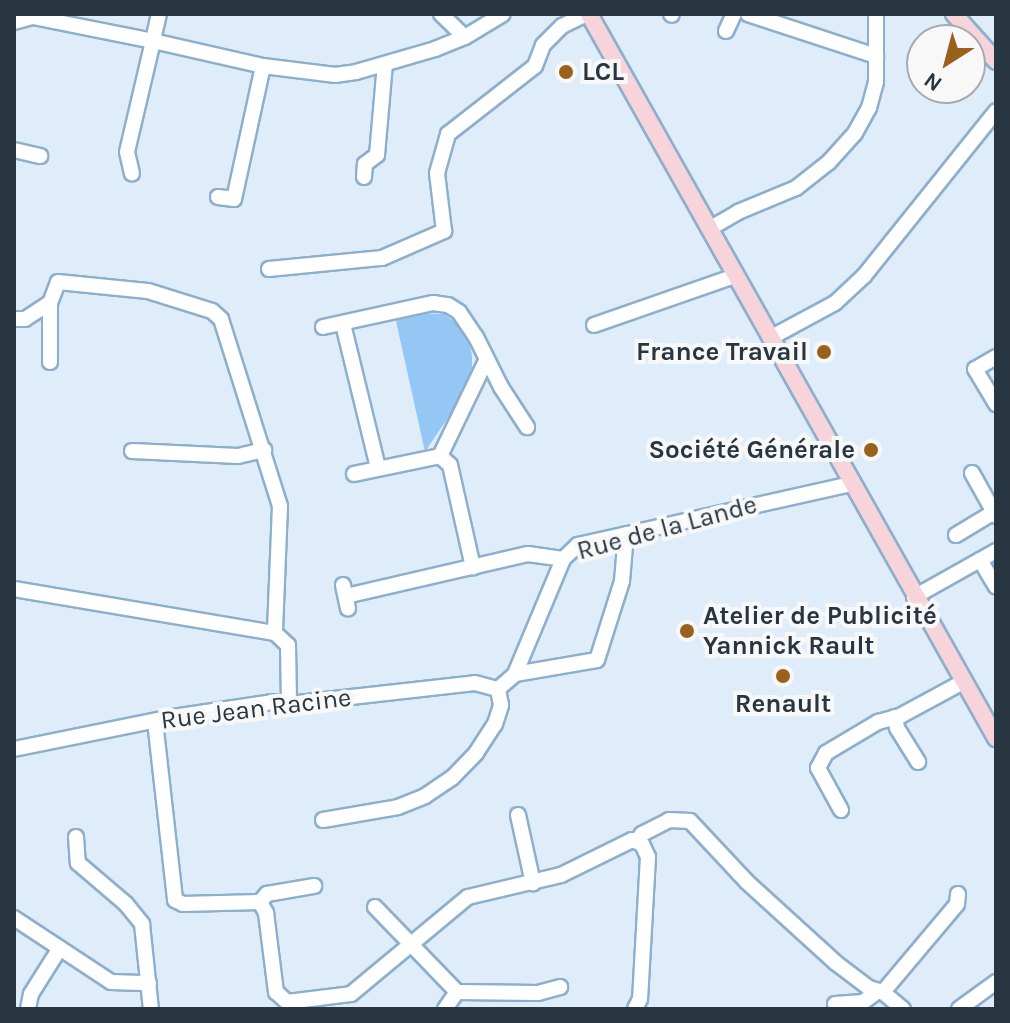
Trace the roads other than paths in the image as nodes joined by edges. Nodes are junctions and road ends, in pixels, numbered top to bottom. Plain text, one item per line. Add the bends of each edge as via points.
1 (159, 14) edge
2 (441, 14) edge
3 (503, 14) edge
4 (588, 14) edge
5 (734, 14) edge
6 (748, 14) edge
7 (876, 14) edge
8 (954, 14) edge
9 (558, 20) edge
10 (14, 22) edge
11 (726, 31) dead end
12 (465, 37) junction
13 (153, 41) junction
14 (876, 56) junction
15 (996, 61) edge
16 (385, 64) junction
17 (263, 66) junction
18 (996, 111) edge
19 (14, 150) edge
20 (40, 156) dead end
21 (132, 173) dead end
22 (364, 177) dead end
23 (218, 197) dead end
24 (709, 229) junction
25 (269, 269) dead end
26 (735, 276) junction
27 (50, 303) junction
28 (14, 319) edge
29 (343, 324) junction
30 (594, 325) dead end
31 (323, 327) dead end
32 (770, 338) junction
33 (996, 357) edge
34 (486, 361) junction
35 (50, 362) dead end
36 (996, 404) edge
37 (527, 427) dead end
38 (264, 450) junction
39 (132, 451) dead end
40 (440, 456) junction
41 (378, 468) junction
42 (972, 473) dead end
43 (354, 474) dead end
44 (850, 484) junction
45 (995, 514) edge
46 (626, 534) junction
47 (956, 535) dead end
48 (996, 551) edge
49 (563, 559) junction
50 (980, 560) junction
51 (473, 567) junction
52 (996, 587) edge
53 (14, 589) edge
54 (346, 596) dead end
55 (914, 597) junction
56 (275, 633) junction
57 (515, 674) junction
58 (963, 682) junction
59 (498, 689) junction
60 (289, 704) junction
61 (895, 717) junction
62 (155, 721) junction
63 (996, 738) edge
64 (14, 749) edge
65 (918, 762) dead end
66 (841, 810) dead end
67 (518, 815) dead end
68 (323, 820) dead end
69 (76, 837) dead end
70 (637, 841) junction
71 (533, 883) junction
72 (314, 886) dead end
73 (958, 894) dead end
74 (260, 902) junction
75 (375, 907) dead end
76 (14, 918) edge
77 (412, 944) junction
78 (60, 948) junction
79 (996, 982) edge
80 (149, 983) junction
81 (560, 987) dead end
82 (457, 992) junction
83 (880, 992) junction
84 (348, 1002) edge
85 (835, 1004) dead end
86 (287, 1006) edge
87 (639, 1006) edge
88 (28, 1009) edge
89 (151, 1009) edge
90 (445, 1009) edge
91 (903, 1009) edge
92 (959, 1009) edge

1 - 13 street
2 - 12 street
3 - 12 street
4 - 9 street
4 - 24 main road
5 - 11 street
6 - 14 street
7 - 14 street
8 - 15 main road
9 - 25 street via 535,66 448,134 437,173 444,231 382,258
10 - 13 street via 33,17
12 - 16 street
13 - 17 street
13 - 21 street via 127,152
14 - 24 street via 869,108 829,162 796,188
16 - 17 street via 335,75
16 - 22 street via 377,155 365,164
17 - 23 street via 234,199
18 - 32 street via 864,276 835,303
19 - 20 street
24 - 26 main road
26 - 30 street
26 - 32 main road
27 - 28 street via 25,319
27 - 35 street
27 - 38 street via 54,286 66,281 148,291 217,314
29 - 31 street
29 - 34 street via 441,302 459,312
29 - 41 street
32 - 44 main road
33 - 36 street via 975,369
34 - 37 street
34 - 40 street
38 - 39 street via 238,456
38 - 56 street via 280,506
40 - 41 street
40 - 51 street via 450,465
41 - 43 street
42 - 45 street
44 - 46 street, Rue de la Lande
44 - 55 main road
45 - 47 street
46 - 49 street, Rue de la Lande via 578,545
46 - 57 street via 622,581 597,660
48 - 50 street
49 - 51 street, Rue de la Lande via 528,554
49 - 57 street
50 - 52 street
50 - 55 street
51 - 54 street, Rue de la Lande
53 - 56 street
55 - 58 main road
56 - 60 street via 288,645
57 - 59 street
58 - 61 street
58 - 63 main road
59 - 60 street, Rue Jean Racine via 475,683
59 - 68 street via 501,705 495,724 452,778 398,807
60 - 62 street, Rue Jean Racine via 272,702
61 - 65 street
61 - 66 street via 826,753 818,768
62 - 64 street, Rue Jean Racine
62 - 74 street via 175,900
67 - 71 street
69 - 80 street via 78,863 141,921
70 - 71 street
70 - 83 street via 669,820 690,821 758,893 836,963
70 - 87 street via 648,857
71 - 77 street via 468,897
72 - 74 street via 267,894
73 - 83 street via 957,904
74 - 86 street via 276,992
75 - 77 street
76 - 78 street
77 - 82 street
77 - 84 street
78 - 80 street via 115,984
78 - 88 street via 31,994
79 - 92 street
80 - 89 street
81 - 82 street via 538,993
82 - 90 street
83 - 85 street via 863,1002
83 - 91 street
84 - 86 street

━━━━━━

- **Task statement**: When a line of the material holds the string "Lande", copy that line.

- **Written solution**:
44 - 46 street, Rue de la Lande
46 - 49 street, Rue de la Lande via 578,545
49 - 51 street, Rue de la Lande via 528,554
51 - 54 street, Rue de la Lande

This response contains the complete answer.